The problem: Repeat the records below verbatim and include no pictures.

Data records:

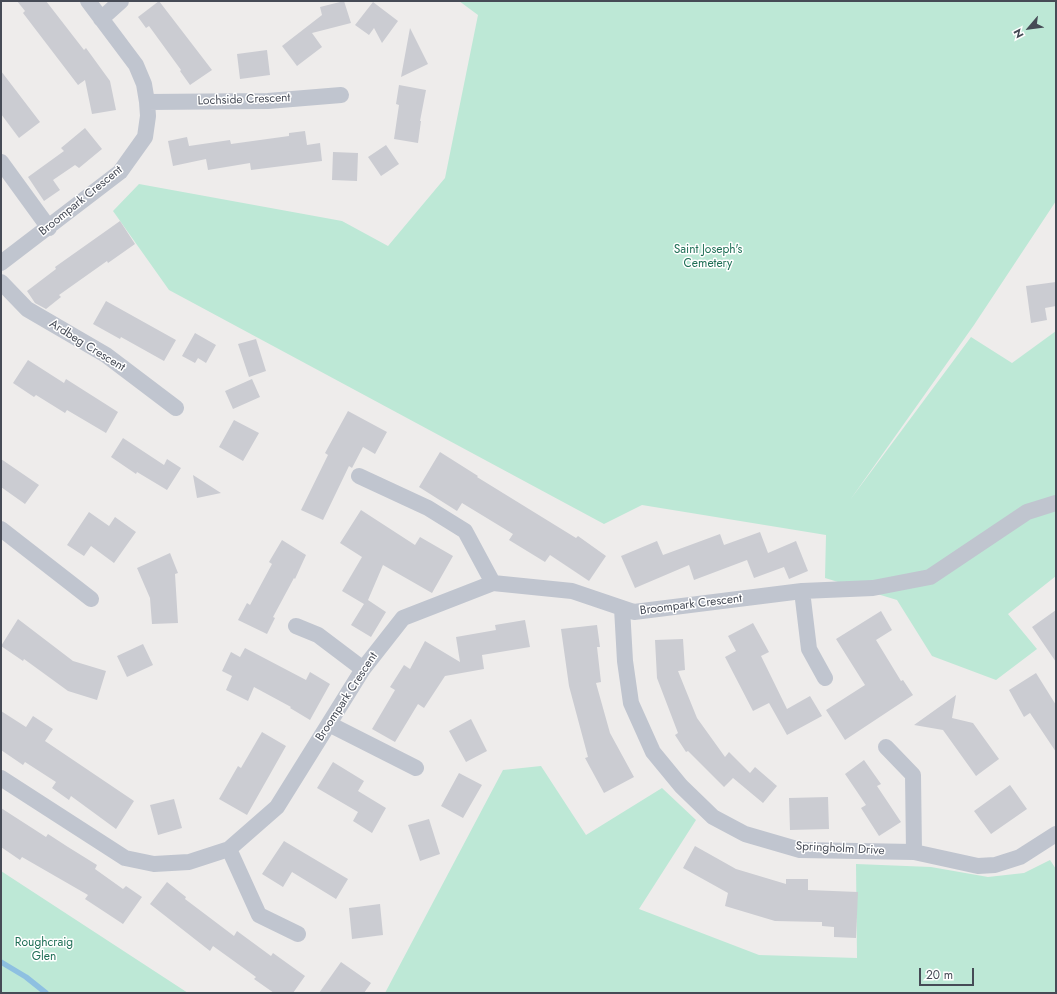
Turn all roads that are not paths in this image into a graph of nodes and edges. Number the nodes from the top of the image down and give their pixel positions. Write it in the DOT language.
graph roads {
  1 [pos="88,1"];
  2 [pos="121,1"];
  3 [pos="101,19"];
  4 [pos="342,95"];
  5 [pos="147,102"];
  6 [pos="1,162"];
  7 [pos="49,228"];
  8 [pos="1,263"];
  9 [pos="1,282"];
  10 [pos="176,408"];
  11 [pos="359,476"];
  12 [pos="1056,503"];
  13 [pos="1,529"];
  14 [pos="493,583"];
  15 [pos="802,590"];
  16 [pos="91,599"];
  17 [pos="622,608"];
  18 [pos="296,626"];
  19 [pos="363,669"];
  20 [pos="825,678"];
  21 [pos="329,724"];
  22 [pos="886,747"];
  23 [pos="416,768"];
  24 [pos="1,778"];
  25 [pos="1056,834"];
  26 [pos="228,849"];
  27 [pos="914,852"];
  28 [pos="298,934"];
  1 -- 3 [label="street, Broompark Crescent"];
  2 -- 3 [label="street"];
  3 -- 5 [label="street, Broompark Crescent"];
  4 -- 5 [label="street, Lochside Crescent"];
  5 -- 7 [label="street, Broompark Crescent"];
  6 -- 7 [label="street"];
  7 -- 8 [label="street, Broompark Crescent"];
  9 -- 10 [label="street, Ardbeg Crescent"];
  11 -- 14 [label="street"];
  12 -- 15 [label="street, Broompark Crescent"];
  13 -- 16 [label="street"];
  14 -- 17 [label="street, Broompark Crescent"];
  14 -- 19 [label="street, Broompark Crescent"];
  15 -- 17 [label="street, Broompark Crescent"];
  15 -- 20 [label="street"];
  17 -- 27 [label="street, Springholm Drive"];
  18 -- 19 [label="street"];
  19 -- 21 [label="street, Broompark Crescent"];
  21 -- 23 [label="street"];
  21 -- 26 [label="street, Broompark Crescent"];
  22 -- 27 [label="street"];
  24 -- 26 [label="street, Broompark Crescent"];
  25 -- 27 [label="street, Springholm Drive"];
  26 -- 28 [label="street"];
}
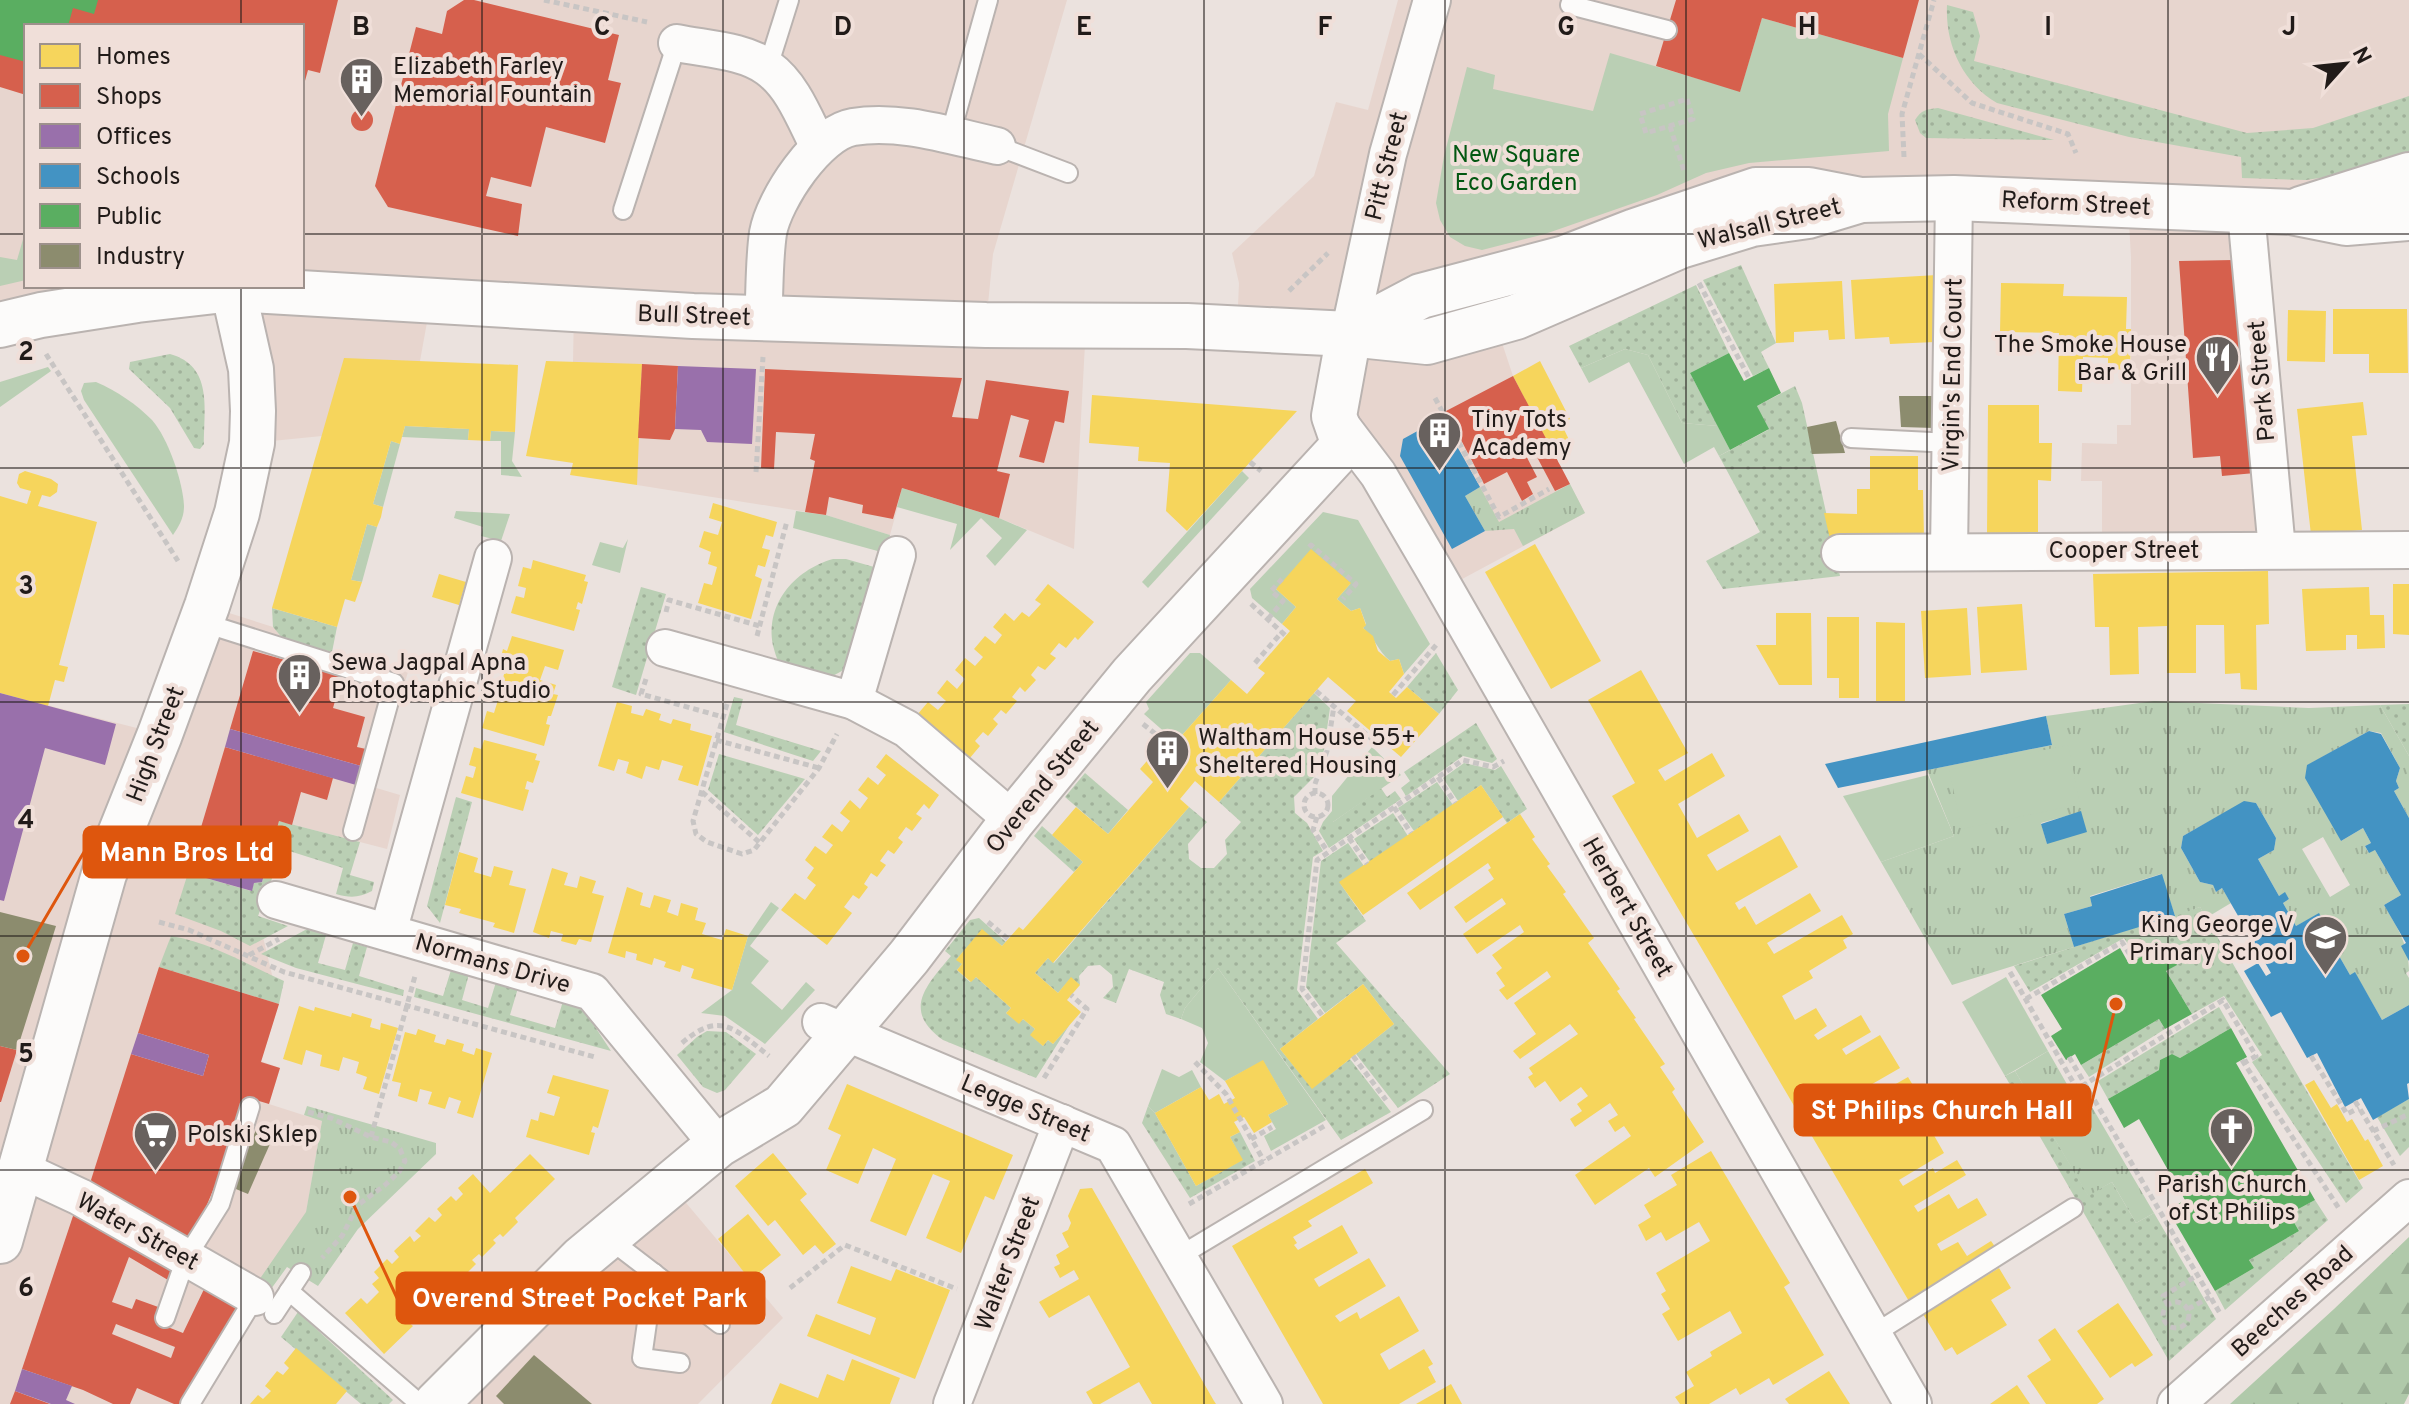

Your response:
Turn all roads that are not paths in this image into a graph of nodes and edges. Number the nodes from the top of the image down and give their pixel positions. Write it in the DOT language.
graph roads {
  1 [pos="88,1"];
  2 [pos="121,1"];
  3 [pos="101,19"];
  4 [pos="342,95"];
  5 [pos="147,102"];
  6 [pos="1,162"];
  7 [pos="49,228"];
  8 [pos="1,263"];
  9 [pos="1,282"];
  10 [pos="176,408"];
  11 [pos="359,476"];
  12 [pos="1056,503"];
  13 [pos="1,529"];
  14 [pos="493,583"];
  15 [pos="802,590"];
  16 [pos="91,599"];
  17 [pos="622,608"];
  18 [pos="296,626"];
  19 [pos="363,669"];
  20 [pos="825,678"];
  21 [pos="329,724"];
  22 [pos="886,747"];
  23 [pos="416,768"];
  24 [pos="1,778"];
  25 [pos="1056,834"];
  26 [pos="228,849"];
  27 [pos="914,852"];
  28 [pos="298,934"];
  1 -- 3 [label="street, Broompark Crescent"];
  2 -- 3 [label="street"];
  3 -- 5 [label="street, Broompark Crescent"];
  4 -- 5 [label="street, Lochside Crescent"];
  5 -- 7 [label="street, Broompark Crescent"];
  6 -- 7 [label="street"];
  7 -- 8 [label="street, Broompark Crescent"];
  9 -- 10 [label="street, Ardbeg Crescent"];
  11 -- 14 [label="street"];
  12 -- 15 [label="street, Broompark Crescent"];
  13 -- 16 [label="street"];
  14 -- 17 [label="street, Broompark Crescent"];
  14 -- 19 [label="street, Broompark Crescent"];
  15 -- 17 [label="street, Broompark Crescent"];
  15 -- 20 [label="street"];
  17 -- 27 [label="street, Springholm Drive"];
  18 -- 19 [label="street"];
  19 -- 21 [label="street, Broompark Crescent"];
  21 -- 23 [label="street"];
  21 -- 26 [label="street, Broompark Crescent"];
  22 -- 27 [label="street"];
  24 -- 26 [label="street, Broompark Crescent"];
  25 -- 27 [label="street, Springholm Drive"];
  26 -- 28 [label="street"];
}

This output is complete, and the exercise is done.